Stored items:
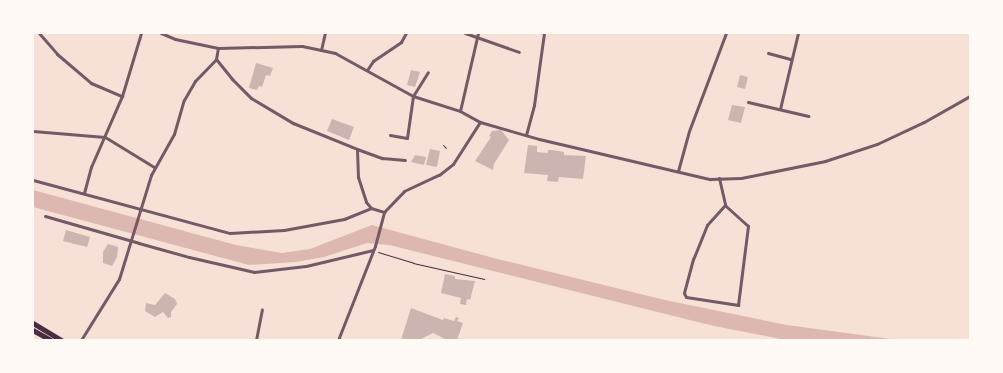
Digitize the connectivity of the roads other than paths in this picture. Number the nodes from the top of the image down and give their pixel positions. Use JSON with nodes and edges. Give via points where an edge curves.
{"nodes":[{"id":1,"x":39,"y":33,"type":"edge"},
{"id":2,"x":142,"y":33,"type":"edge"},
{"id":3,"x":161,"y":33,"type":"edge"},
{"id":4,"x":325,"y":33,"type":"edge"},
{"id":5,"x":406,"y":33,"type":"edge"},
{"id":6,"x":465,"y":33,"type":"edge"},
{"id":7,"x":478,"y":33,"type":"edge"},
{"id":8,"x":544,"y":33,"type":"edge"},
{"id":9,"x":726,"y":33,"type":"edge"},
{"id":10,"x":798,"y":33,"type":"edge"},
{"id":11,"x":476,"y":38,"type":"junction"},
{"id":12,"x":218,"y":48,"type":"junction"},
{"id":13,"x":321,"y":50,"type":"junction"},
{"id":14,"x":519,"y":52,"type":"dead end"},
{"id":15,"x":768,"y":53,"type":"dead end"},
{"id":16,"x":216,"y":59,"type":"junction"},
{"id":17,"x":790,"y":59,"type":"junction"},
{"id":18,"x":367,"y":70,"type":"junction"},
{"id":19,"x":428,"y":72,"type":"dead end"},
{"id":20,"x":122,"y":96,"type":"junction"},
{"id":21,"x":413,"y":96,"type":"junction"},
{"id":22,"x":970,"y":96,"type":"edge"},
{"id":23,"x":748,"y":102,"type":"dead end"},
{"id":24,"x":780,"y":109,"type":"junction"},
{"id":25,"x":460,"y":111,"type":"junction"},
{"id":26,"x":808,"y":116,"type":"dead end"},
{"id":27,"x":480,"y":122,"type":"junction"},
{"id":28,"x":33,"y":131,"type":"edge"},
{"id":29,"x":390,"y":135,"type":"dead end"},
{"id":30,"x":526,"y":135,"type":"junction"},
{"id":31,"x":105,"y":137,"type":"junction"},
{"id":32,"x":357,"y":149,"type":"junction"},
{"id":33,"x":405,"y":160,"type":"dead end"},
{"id":34,"x":154,"y":167,"type":"junction"},
{"id":35,"x":678,"y":171,"type":"junction"},
{"id":36,"x":719,"y":178,"type":"junction"},
{"id":37,"x":33,"y":180,"type":"edge"},
{"id":38,"x":84,"y":193,"type":"junction"},
{"id":39,"x":725,"y":205,"type":"junction"},
{"id":40,"x":371,"y":208,"type":"junction"},
{"id":41,"x":140,"y":209,"type":"junction"},
{"id":42,"x":384,"y":212,"type":"junction"},
{"id":43,"x":45,"y":216,"type":"dead end"},
{"id":44,"x":131,"y":241,"type":"junction"},
{"id":45,"x":139,"y":243,"type":"joint"},
{"id":46,"x":373,"y":250,"type":"junction"},
{"id":47,"x":189,"y":257,"type":"joint"},
{"id":48,"x":262,"y":310,"type":"dead end"},
{"id":49,"x":33,"y":323,"type":"edge"},
{"id":50,"x":33,"y":330,"type":"edge"},
{"id":51,"x":50,"y":340,"type":"edge"},
{"id":52,"x":61,"y":340,"type":"edge"},
{"id":53,"x":81,"y":340,"type":"edge"},
{"id":54,"x":256,"y":340,"type":"edge"},
{"id":55,"x":338,"y":340,"type":"edge"}],
"edges":[{"from":1,"to":20,"type":"street","via":[[57,54],[91,83]]},
{"from":2,"to":20,"type":"street"},
{"from":3,"to":12,"type":"street","via":[[175,39]]},
{"from":4,"to":13,"type":"street"},
{"from":5,"to":18,"type":"street","via":[[401,42],[373,61]]},
{"from":6,"to":11,"type":"street"},
{"from":7,"to":11,"type":"street"},
{"from":8,"to":30,"type":"street","via":[[535,98]]},
{"from":9,"to":35,"type":"street","via":[[689,131]]},
{"from":10,"to":17,"type":"street"},
{"from":11,"to":14,"type":"street"},
{"from":11,"to":25,"type":"street"},
{"from":12,"to":13,"type":"street","via":[[290,46]]},
{"from":12,"to":16,"type":"street"},
{"from":13,"to":18,"type":"street","via":[[335,53]]},
{"from":15,"to":17,"type":"street"},
{"from":16,"to":32,"type":"street","via":[[240,88],[273,112]]},
{"from":16,"to":34,"type":"street","via":[[189,90],[174,134]]},
{"from":17,"to":24,"type":"street"},
{"from":18,"to":21,"type":"street"},
{"from":19,"to":21,"type":"street"},
{"from":20,"to":31,"type":"street"},
{"from":21,"to":25,"type":"street"},
{"from":21,"to":29,"type":"street","via":[[407,138]]},
{"from":22,"to":36,"type":"street","via":[[924,122],[877,144],[832,159],[778,172]]},
{"from":23,"to":24,"type":"street"},
{"from":24,"to":26,"type":"street"},
{"from":25,"to":27,"type":"street"},
{"from":27,"to":30,"type":"street"},
{"from":27,"to":42,"type":"street","via":[[453,164],[439,175],[404,191]]},
{"from":28,"to":31,"type":"street"},
{"from":30,"to":35,"type":"street"},
{"from":31,"to":34,"type":"street"},
{"from":31,"to":38,"type":"street","via":[[91,167]]},
{"from":32,"to":33,"type":"street","via":[[382,158]]},
{"from":32,"to":40,"type":"street","via":[[358,177],[364,198]]},
{"from":34,"to":41,"type":"street"},
{"from":35,"to":36,"type":"street"},
{"from":36,"to":39,"type":"street"},
{"from":37,"to":38,"type":"street"},
{"from":38,"to":41,"type":"street"},
{"from":39,"to":39,"type":"street","via":[[707,225],[693,259],[684,293],[686,297],[738,305],[748,226]]},
{"from":40,"to":41,"type":"street","via":[[344,219],[284,230],[241,234],[210,230]]},
{"from":40,"to":42,"type":"street"},
{"from":41,"to":44,"type":"street"},
{"from":42,"to":46,"type":"street"},
{"from":43,"to":44,"type":"street"},
{"from":44,"to":45,"type":"street"},
{"from":44,"to":53,"type":"street","via":[[119,279]]},
{"from":45,"to":47,"type":"street"},
{"from":46,"to":47,"type":"street","via":[[306,266],[254,272]]},
{"from":46,"to":55,"type":"street"},
{"from":48,"to":54,"type":"street"},
{"from":49,"to":52,"type":"main road"},
{"from":50,"to":51,"type":"main road"}]}
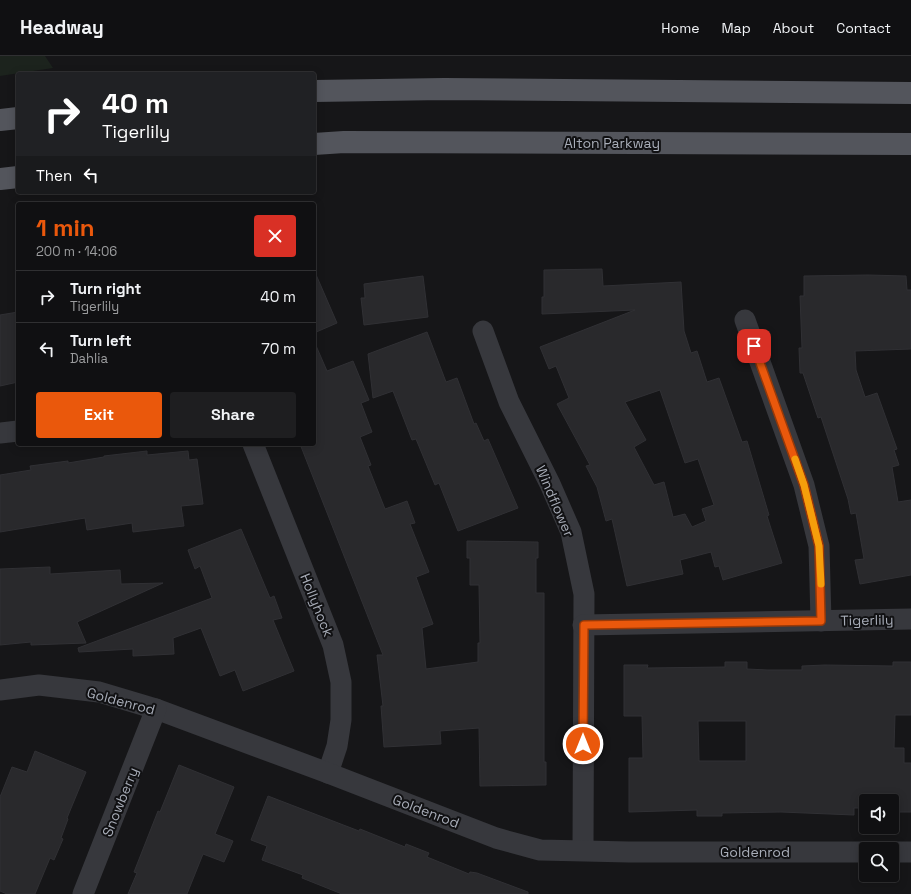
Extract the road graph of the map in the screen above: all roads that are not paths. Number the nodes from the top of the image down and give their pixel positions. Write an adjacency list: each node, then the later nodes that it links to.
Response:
1 (316, 91): 2 (main road)
2 (911, 93)
3 (16, 118): 4 (main road)
4 (0, 120)
5 (316, 144): 6 (main road, Alton Parkway)
6 (911, 144)
7 (16, 177): 8 (main road)
8 (0, 179)
9 (745, 320): 15 (street)
10 (483, 332): 16 (street, Windflower)
11 (16, 431): 12 (street)
12 (0, 433)
13 (254, 446): 19 (street, Hollyhock)
14 (911, 619): 15 (street, Tigerlily)
15 (821, 621): 16 (street, Tigerlily)
16 (584, 625): 20 (street, Windflower)
17 (0, 690): 18 (street, Goldenrod)
18 (156, 709): 19 (street, Goldenrod); 24 (street, Snowberry)
19 (328, 773): 20 (street, Goldenrod)
20 (583, 850): 21 (street, Goldenrod)
21 (859, 852)
22 (899, 852): 23 (street)
23 (911, 852)
24 (83, 894)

=== About this exercise ===
Each line above that includes the word "image" is to be copied.

=== Response to this exercise ===
Digitize the connectivity of the roads other than paths in this picture. Number the nodes from the top of the image down and give their pixel positions. Use JSON with nodes and edges. Give via points where an edge curves.
Extract the road graph of the map in the screen above: all roads that are not paths. Number the nodes from the top of the image down and give their pixel positions. Write an adjacency list: each node, then the later nodes that it links to.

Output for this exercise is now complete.